The dog days of an artist's sabbatical

(Edmonton) Each day Harold Pearse dates a page and, for two to 20 minutes, he draws.

Ever since his son gave him a sketchbook in 1987, Pearse, who is an art instructor in elementary education at the Faculty of Education at the University of Alberta, has been drawing daily.

"The nature of the imagery is thematic, reflecting personal interest," says the artist, who focused on the Canadian Mountie during his first decade of drawing. He says he was drawn to Mounties after first reading about them and seeing postcards as a boy growing up on Vancouver Island. "I remember seeing them marching in a local parade and thinking one day I might become one," says the artist, teacher and researcher.

"After I focused on Canadian Mountie, I focused on drawing my dog or cat. I then combined dogs with Mounties, until the dog seemed to take over my work," says Pearse.

In 1999, during a sabbatical from the Nova Scotia College of Art and Design, Pearse drew a picture of his dog every day for one year.

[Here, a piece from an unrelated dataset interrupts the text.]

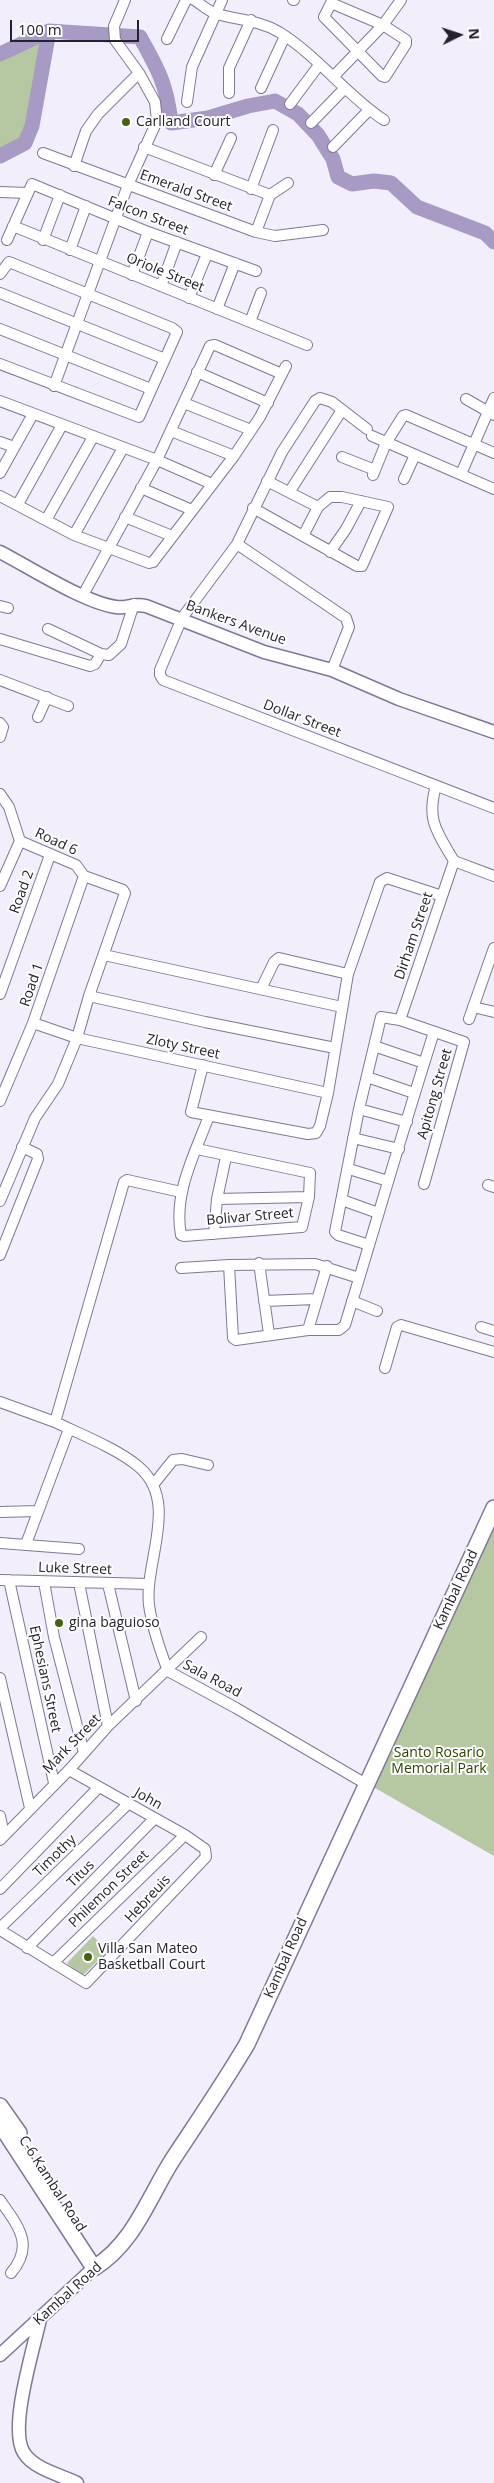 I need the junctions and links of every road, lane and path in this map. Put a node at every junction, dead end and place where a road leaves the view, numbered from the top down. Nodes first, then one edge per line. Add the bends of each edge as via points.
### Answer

These drawings became 366 small paintings for the series my year as a dog. Pearse's drawings and paintings, occasionally displayed in the education art wing, have become a common conversation theme among education art students and others around campus.

Today, Pearse has amassed 70 books representing more than 20 years of daily drawing. "Each day, each page, is a discreet small image that can stand on its own merits and each filled book is an object that contains sequential serialized images," says Pearse. "What continues to give this project its impetus is that each small page, drawing and book is a part of a larger concept, which is to draw every day." His research, in part, includes the educational implications of daily drawing and journal keeping.

"Daily drawing keeps the drawing muscles-eye, hand and brain-fit. For an adult or adolescent, the routine and discipline of daily drawing relaxes the mind. With devotion and persistence, increased skill and fluency in drawing can develop," says Pearse. For a child, daily drawing can be a kind of game imbued with the fun that comes with spontaneous expression and the satisfaction that comes with completing a task within or in spite of certain parameters."

A practicing artist in drawing and painting, Pearse's work is represented by the Front Gallery in Edmonton and in March of 2011, his work was featured in the four-gallery exhibition at the Dalhousie Art Gallery. Titled Traffic: Conceptual Art in Canada from 1965 to 1980, this exhibition will show in Edmonton this summer at the Art Gallery of Alberta.